To assess academic entitlement, we employed a repeated cross-sectional design to compare survey data from two systematic random samples collected eight years apart, in 2009 (n = 225) and 2017 (n = 159), at a small, private, mid-Atlantic liberal arts college. According to an entitlement scale (based on Greenberger et al., 2008), students were less likely to be entitled in 2017 (27%) than in 2009 (41%) (p = 0.02). In 2009, a higher proportion of males than females felt entitled (50% versus 34%, p = 0.05), a sex difference that disappeared by 2017. To explore academic entitlement further, we developed the “PIE” scale to measure the extent to which students believe “participation,” “improvement” and “effort” should help determine their course grades. Although the proportion of above average PIE scorers was stable from 2009 (36%) to 2017 (34%), in 2017, more females than males were above average on PIE (26% of males versus 44% of females, p = 0.02). PIE, or the desire for recognition of “academic sweat equity,” could reflect students’ support for a learning model that goes beyond mastery and is more developmental and process oriented. These data challenge common conceptions of what constitutes academic entitlement, the belief that it is rising, and suggest continued discussions of what factors should determine grades.

Highlights

  • College students are allegedly becoming increasingly self-important [1], narcissistic [2,3] and entitled [4], qualities that tax faculty patience [5,6] and raise questions about the tolerance of such traits among students’ future employers [7]
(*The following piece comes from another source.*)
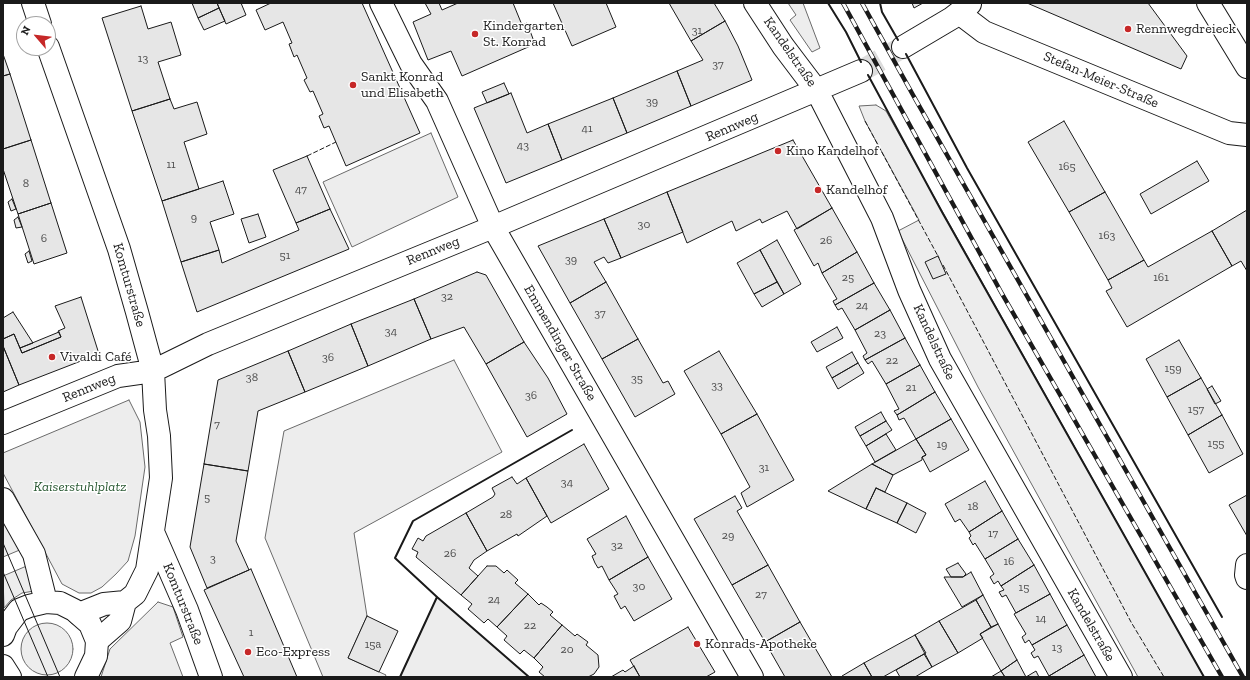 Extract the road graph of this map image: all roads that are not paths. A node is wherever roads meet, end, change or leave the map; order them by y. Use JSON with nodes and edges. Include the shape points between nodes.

  • In conducting our assessment of student academic entitlement, we turned to a seminal article on this topic by Greenberger et al [21] who define academic entitlement as “expectations of high grades for modest effort and demanding attitudes towards teachers” (p. 1193)

  • We examine the nature and trajectory of academic entitlement, including gender differences given that males are reportedly more likely to be entitled than females [24,25,26] and suffer from a lower retention rate [27]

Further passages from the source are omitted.